After a Sunday service he turned back to the pulpit and informed his student audience: "In the sermon I have just preached, whenever I said Aristotle, I meant St. Paul."

But Spooner was no featherbrain. In fact his mind was so nimble his tongue couldn't keep up. The Greeks had a word for this type of impediment long before Spooner was born: metathesis. It means the act of switching things around.

Reverend Spooner's tendency to get words and sounds crossed up could happen at any time, but especially when he was agitated. He reprimanded one student for "fighting a liar in the quadrangle" and another who "hissed my mystery lecture." To the latter he added in disgust, "You have tasted two worms."

Patriotic fervour excited Spooner as well. He raised his toast to Her Highness Victoria: "Three cheers for our queer old dean!" During WWI he reassured his students, "When our boys come home from France, we will have the hags flung out." And he lionised Britain's farmers as "noble tons of soil."

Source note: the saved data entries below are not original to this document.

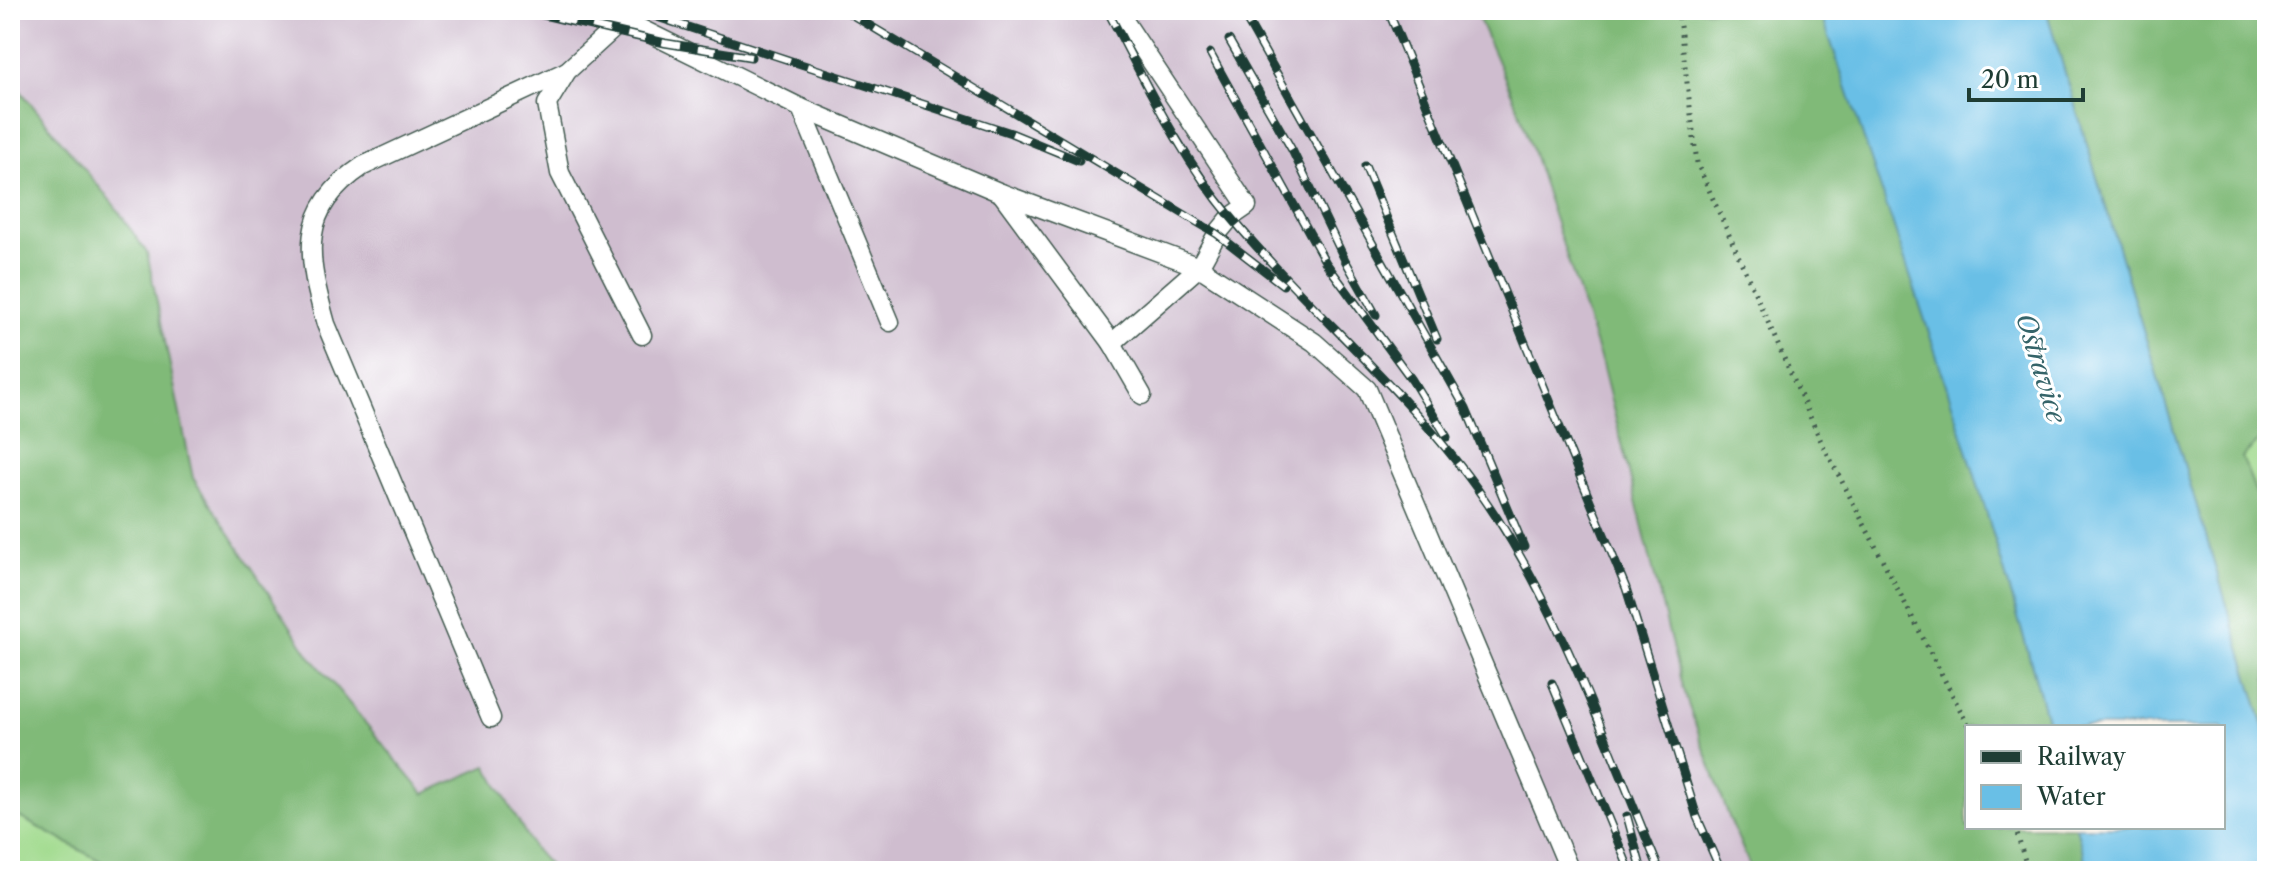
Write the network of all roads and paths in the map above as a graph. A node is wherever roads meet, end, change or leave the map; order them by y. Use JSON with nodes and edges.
{"nodes":[{"id":1,"x":592,"y":10,"type":"edge"},
{"id":2,"x":1117,"y":10,"type":"edge"},
{"id":3,"x":1678,"y":10,"type":"edge"},
{"id":4,"x":625,"y":15,"type":"edge"},
{"id":5,"x":567,"y":71,"type":"junction"},
{"id":6,"x":801,"y":108,"type":"junction"},
{"id":7,"x":1001,"y":193,"type":"junction"},
{"id":8,"x":1199,"y":267,"type":"junction"},
{"id":9,"x":890,"y":322,"type":"dead end"},
{"id":10,"x":642,"y":335,"type":"dead end"},
{"id":11,"x":1112,"y":343,"type":"junction"},
{"id":12,"x":1142,"y":395,"type":"dead end"},
{"id":13,"x":491,"y":718,"type":"dead end"},
{"id":14,"x":1968,"y":725,"type":"edge"},
{"id":15,"x":2016,"y":829,"type":"edge"},
{"id":16,"x":1570,"y":871,"type":"edge"},
{"id":17,"x":2028,"y":871,"type":"edge"}],
"edges":[{"from":1,"to":4,"type":"lane"},
{"from":2,"to":8,"type":"lane"},
{"from":3,"to":14,"type":"path"},
{"from":4,"to":5,"type":"lane"},
{"from":4,"to":6,"type":"lane"},
{"from":5,"to":10,"type":"lane"},
{"from":5,"to":13,"type":"lane"},
{"from":6,"to":7,"type":"lane"},
{"from":6,"to":9,"type":"lane"},
{"from":7,"to":8,"type":"lane"},
{"from":7,"to":11,"type":"lane"},
{"from":8,"to":11,"type":"lane"},
{"from":8,"to":16,"type":"lane"},
{"from":11,"to":12,"type":"lane"},
{"from":15,"to":17,"type":"path"}]}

His goofs at chapel were legendary. "Our Lord is a shoving leopard," he once intoned. He quoted 1 Corinthians 13:12 as, "For now we see through a dark, glassly..." Officiating at a wedding, he prompted a hesitant bridegroom, "Son, it is now kisstomary to cuss the bride." And to a stranger seated in the wrong place: "I believe you're occupewing my pie. May I sew you to another sheet?"

Did Spooner really say, "Which of us has not felt in his heart a half-warmed fish?" he certainly could have – he was trying to say half-formed wish.

Lederer offers these other authentic spoonerisms: At a naval review Spooner marvelled at "this vast display of cattle ships and bruisers." To a school official's secretary: "Is the bean dizzy?" Visiting a friend's country cottage: "You have a nosey little crook here."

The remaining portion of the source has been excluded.